For more than a year, Chinese leader Xi Jinping could count on one thing even as his government clashed with the United States over trade and other tiffs: US President Donald Trump calling him “friend”.
But after a turbulent week of sanctions, tariffs, cancelled meetings and accusations of election meddling, Trump suggested the honeymoon was over as US-China relations sink to their lowest point in years.
“If (Trump) thinks that he and Xi are no longer friends, then there could be a whole different level of deterioration in the US-China relationship far beyond trade,” Bill Bishop, publisher of the Sinocism China Newsletter, told AFP.
Trump has called Xi a “good friend” since their first meeting at his Florida resort in April 2017. Xi gave Trump a lavish welcome in Beijing in November, but has never been as verbally effusive about their relationship.
After accusing China of trying to interfere in the upcoming US midterm election, Trump said Wednesday that Xi “may not be a friend of mine anymore”, though “he probably respects me”.
“Trump and Xi were never friends,” said Bonnie Glaser, a China expert at the Center for Strategic and International Studies in Washington.
“Trump has deliberately insulated his relationship with Xi from the friction in the bilateral relationship in the belief that he could use it to cut deals if there are opportunities to do so,” Glaser said.
There is at least one issue where Trump’s rapport with Xi may have had an impact.
Chen Daoyin, a Shanghai-based political expert, said Trump’s decision to rescue Chinese telecoms giant ZTE from collapse following US sanctions “can be considered as the fruit of their personal friendship”.
But their relationship is “only superficial” because they “have different values”.
Chen noted that Xi did not attend UN meetings this week while Trump is skipping an Asia-Pacific summit in November.
“We can see that they are avoiding each other,” Chen said.
Asked whether Xi is no longer friends with Trump, Chinese foreign ministry spokesman Geng Shuang said maintaining “sound and healthy” US-China relations are in the “long-term interest” of both countries.
Tensions between the world’s two largest economies have flared up on a nearly daily basis during the last week.
The US sanctioned a Chinese military organisation last week for buying Russian weapons, prompting Beijing to cut short a Chinese admiral’s US visit and summon the US ambassador.
On Friday, US Secretary of State Mike Pompeo denounced “awful abuses” committed against mostly Muslim ethnic Uighurs held in internment camps in China’s northwest Xinjiang region.
After US tariffs on $200 billion in Chinese goods were launched on Monday, Beijing said trade talks were impossible while Washington holds a “knife to someone’s throat”.
Also this week, US B-52 bombers flew over the disputed South China Sea and East China Sea and Beijing slammed US plans to sell military parts to self-governing Taiwan.
At the UN, Trump accused China on Wednesday of using a variety of tactics to damage his chances at the vital midterm polls in November.
One example he provided was an insert sponsored by the state-run China Daily in The Des Moines Register — a newspaper in Iowa, a key state in US elections.

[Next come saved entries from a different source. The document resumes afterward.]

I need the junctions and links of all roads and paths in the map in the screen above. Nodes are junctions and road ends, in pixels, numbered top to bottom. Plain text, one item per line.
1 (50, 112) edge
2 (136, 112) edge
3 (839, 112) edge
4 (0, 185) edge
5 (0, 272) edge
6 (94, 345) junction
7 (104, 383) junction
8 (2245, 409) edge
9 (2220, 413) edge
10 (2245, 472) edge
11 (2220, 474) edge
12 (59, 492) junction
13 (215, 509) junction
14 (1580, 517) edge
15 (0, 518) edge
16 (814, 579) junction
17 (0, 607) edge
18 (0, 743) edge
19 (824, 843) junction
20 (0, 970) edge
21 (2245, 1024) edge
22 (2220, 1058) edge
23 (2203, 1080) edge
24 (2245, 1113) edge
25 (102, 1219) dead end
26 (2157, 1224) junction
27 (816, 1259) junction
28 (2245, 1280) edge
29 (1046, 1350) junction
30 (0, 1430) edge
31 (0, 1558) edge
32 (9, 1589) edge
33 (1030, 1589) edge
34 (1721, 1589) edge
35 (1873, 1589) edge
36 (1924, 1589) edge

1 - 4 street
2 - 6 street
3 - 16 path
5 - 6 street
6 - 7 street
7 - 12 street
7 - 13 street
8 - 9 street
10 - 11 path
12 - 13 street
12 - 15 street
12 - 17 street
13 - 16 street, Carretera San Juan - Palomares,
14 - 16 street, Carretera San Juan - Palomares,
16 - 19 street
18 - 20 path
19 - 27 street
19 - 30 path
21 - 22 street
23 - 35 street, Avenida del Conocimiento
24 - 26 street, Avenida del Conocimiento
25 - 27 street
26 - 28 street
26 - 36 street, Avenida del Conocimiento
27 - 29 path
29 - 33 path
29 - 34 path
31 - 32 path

Chinese Foreign Minister Wang Yi rejected the “unwarranted accusations”.
But it was not the only time Chinese media have reached out to the American public.
In August, English-language state broadcaster CGTN ran an animation with a not-so-subtle message to California voters, noting that Chinese tariffs have hit almond farmers in areas represented by Republicans.
Glaser said China has aimed tariffs to influence Trump supporters and media to win sympathy from American voters, but Chinese tactics are “overt attempts at exerting influence rather than covert interference”.
Bishop said the trade war has prompted China to look for quick ways to reduce its dependency on a range of US goods and services.
Xi appears to have seized on his government’s limited options, with China Daily running a story on Thursday about his visit to a farm where he stressed the importance of “self-reliance” in food security and manufacturing in the face of trade protectionism.
“The Chinese would still prefer some sort of deal that is basically a delaying action so that it mitigates some of the current intensifying tensions,” Bishop said.
But, he added, “whatever compromises or whatever short-term deals are reached, they’re going to be a band-aid on a much bigger problem that is only going to get worse over time”.